* [PROBLEM DESCRIPTION]
Nothing outside the stretch is wanted. Repeat exactly the lines of the listing below from the one that contains "middle mcp: (930, 845)" through the one that contains "pinky dip: (1212, 948)", both ends included.

* [MATERIALS PROVIDED]
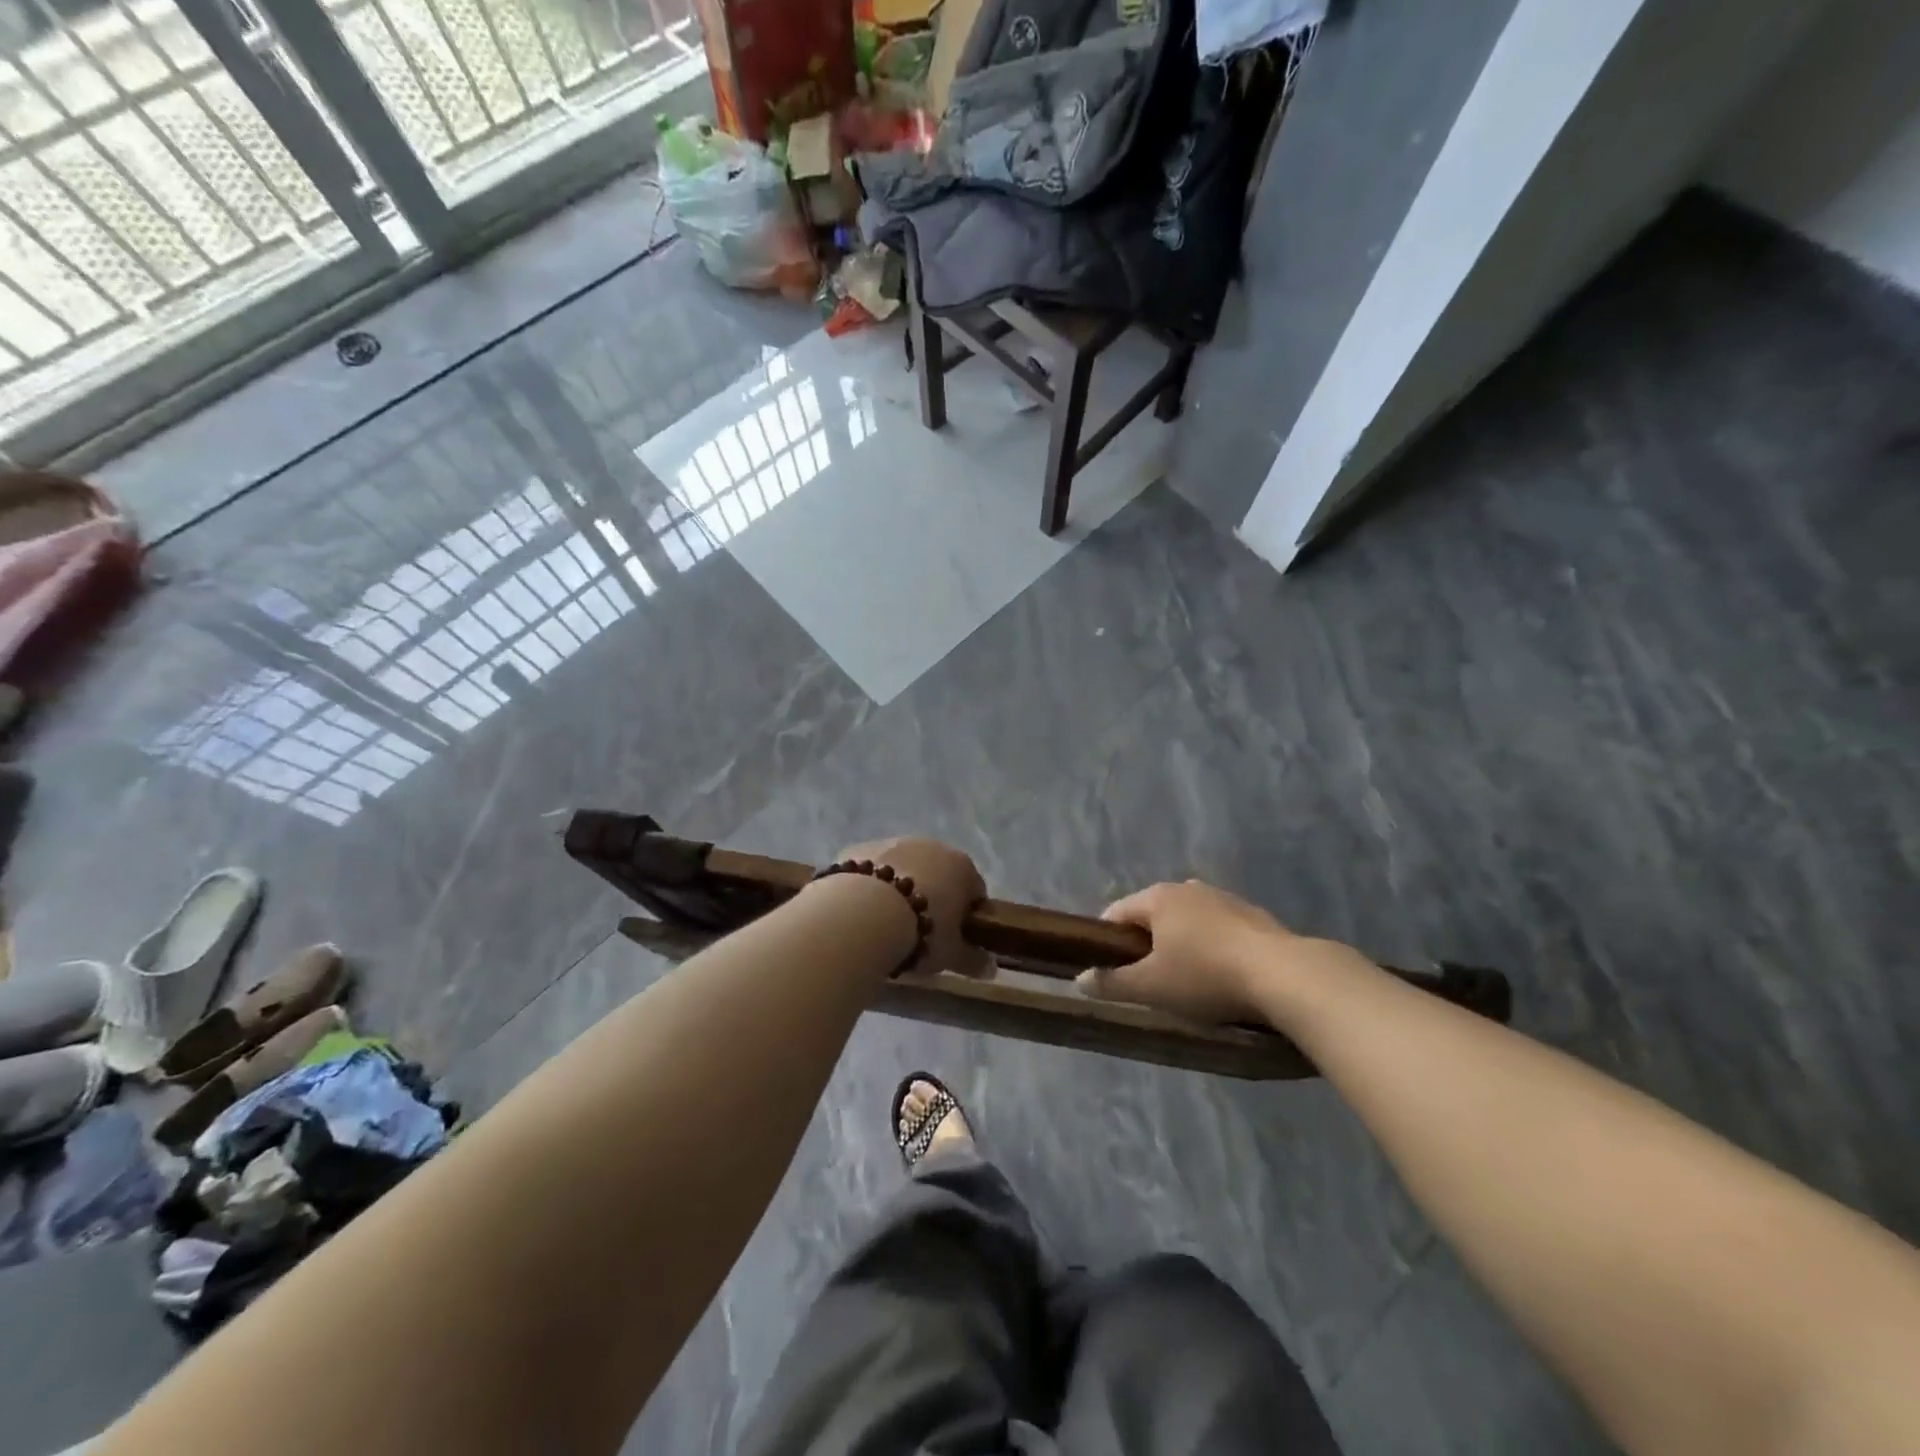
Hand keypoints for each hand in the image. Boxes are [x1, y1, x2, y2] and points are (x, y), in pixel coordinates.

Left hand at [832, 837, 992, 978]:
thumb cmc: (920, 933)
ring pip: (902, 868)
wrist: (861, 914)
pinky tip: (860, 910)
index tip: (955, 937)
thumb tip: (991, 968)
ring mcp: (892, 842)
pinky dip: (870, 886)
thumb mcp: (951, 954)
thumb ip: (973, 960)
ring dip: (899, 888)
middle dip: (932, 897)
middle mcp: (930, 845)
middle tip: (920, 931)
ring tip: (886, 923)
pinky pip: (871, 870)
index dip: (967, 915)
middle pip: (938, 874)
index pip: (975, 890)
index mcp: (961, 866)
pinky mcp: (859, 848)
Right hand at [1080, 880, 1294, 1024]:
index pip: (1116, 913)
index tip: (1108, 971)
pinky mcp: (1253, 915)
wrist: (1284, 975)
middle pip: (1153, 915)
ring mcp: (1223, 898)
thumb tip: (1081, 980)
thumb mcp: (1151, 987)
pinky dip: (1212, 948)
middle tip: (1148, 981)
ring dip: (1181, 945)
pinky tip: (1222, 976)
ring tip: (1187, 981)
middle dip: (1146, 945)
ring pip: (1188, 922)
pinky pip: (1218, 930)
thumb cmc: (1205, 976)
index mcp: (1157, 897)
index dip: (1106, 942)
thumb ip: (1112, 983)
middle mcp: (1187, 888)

---

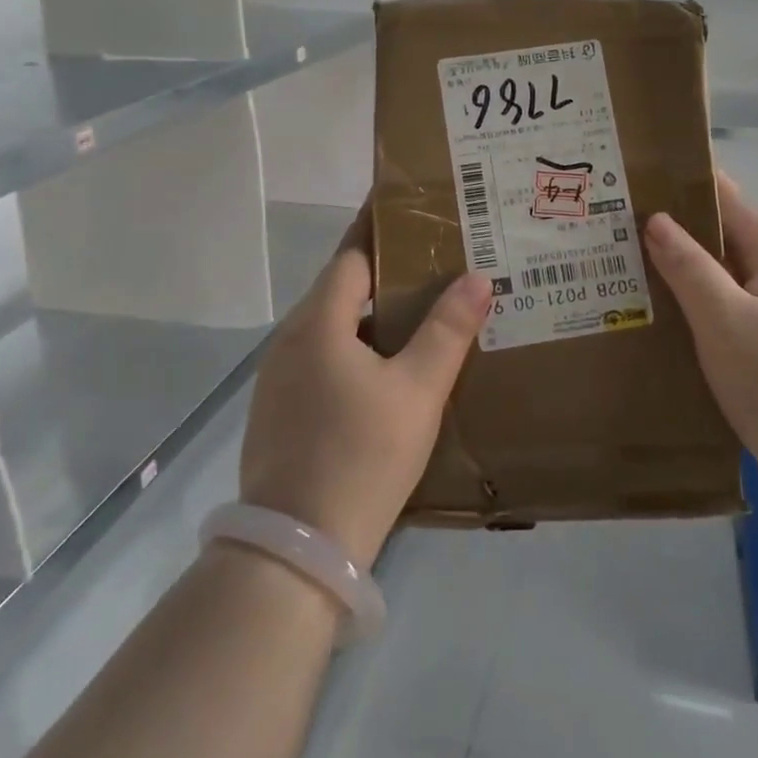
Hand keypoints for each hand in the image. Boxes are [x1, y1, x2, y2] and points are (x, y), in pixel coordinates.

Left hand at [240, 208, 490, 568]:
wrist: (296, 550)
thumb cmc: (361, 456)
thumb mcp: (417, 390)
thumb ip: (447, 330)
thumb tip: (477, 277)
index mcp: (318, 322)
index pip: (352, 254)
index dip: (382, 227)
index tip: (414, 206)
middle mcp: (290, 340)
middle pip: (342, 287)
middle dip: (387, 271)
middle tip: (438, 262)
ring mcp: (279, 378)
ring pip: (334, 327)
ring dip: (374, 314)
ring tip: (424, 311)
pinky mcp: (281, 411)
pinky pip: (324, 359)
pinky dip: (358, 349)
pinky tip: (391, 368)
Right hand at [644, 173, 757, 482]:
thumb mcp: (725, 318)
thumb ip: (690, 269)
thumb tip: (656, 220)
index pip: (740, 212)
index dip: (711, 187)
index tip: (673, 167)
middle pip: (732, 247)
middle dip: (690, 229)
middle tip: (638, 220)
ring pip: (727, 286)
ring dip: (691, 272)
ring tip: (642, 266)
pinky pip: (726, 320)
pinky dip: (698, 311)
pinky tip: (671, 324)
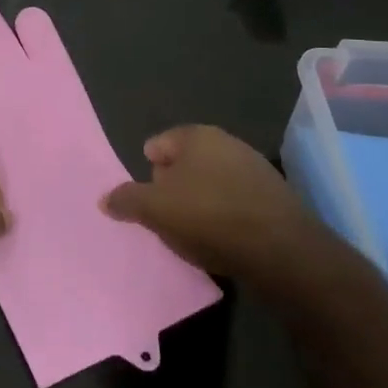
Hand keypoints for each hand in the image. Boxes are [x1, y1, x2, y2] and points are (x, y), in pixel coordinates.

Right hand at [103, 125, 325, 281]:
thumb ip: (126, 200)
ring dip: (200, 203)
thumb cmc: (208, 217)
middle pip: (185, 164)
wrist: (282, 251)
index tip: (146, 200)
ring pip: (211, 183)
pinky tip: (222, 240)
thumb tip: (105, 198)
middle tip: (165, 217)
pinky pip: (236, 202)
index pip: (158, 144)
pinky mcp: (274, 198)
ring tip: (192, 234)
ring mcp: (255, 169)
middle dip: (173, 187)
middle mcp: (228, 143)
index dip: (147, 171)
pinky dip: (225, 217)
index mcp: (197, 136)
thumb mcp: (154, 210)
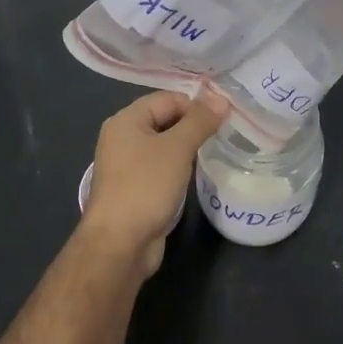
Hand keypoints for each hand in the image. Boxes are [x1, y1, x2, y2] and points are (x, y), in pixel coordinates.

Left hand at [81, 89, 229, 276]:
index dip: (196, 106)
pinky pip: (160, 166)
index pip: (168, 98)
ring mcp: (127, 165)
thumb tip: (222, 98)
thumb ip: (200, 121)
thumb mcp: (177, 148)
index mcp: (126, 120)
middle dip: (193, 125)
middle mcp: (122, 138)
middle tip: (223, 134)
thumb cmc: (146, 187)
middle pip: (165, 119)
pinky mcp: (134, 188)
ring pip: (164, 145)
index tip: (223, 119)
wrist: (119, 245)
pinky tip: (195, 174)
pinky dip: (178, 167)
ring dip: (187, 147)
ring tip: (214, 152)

* [WORKED SOLUTION]
middle mcp: (930, 845)
middle tip: (920, 931)
ring tip: (886, 923)
pinky pip: (871, 870)
index dip: (967, 915)
middle pip: (938, 874)
index pip: (975, 890)
index mcp: (961, 866)
pinky mcp: (859, 848)
Right hand at [1080, 880, 1294, 1024]:
index pip: (1116, 913)
index tip: (1108, 971)
pinky mcp: (1253, 915)
wrist: (1284, 975)
middle pip: (1153, 915)
ring mcp: (1223, 898)
thumb tip: (1081, 980)
thumb mcp: (1151, 987)
pinky dip: (1212, 948)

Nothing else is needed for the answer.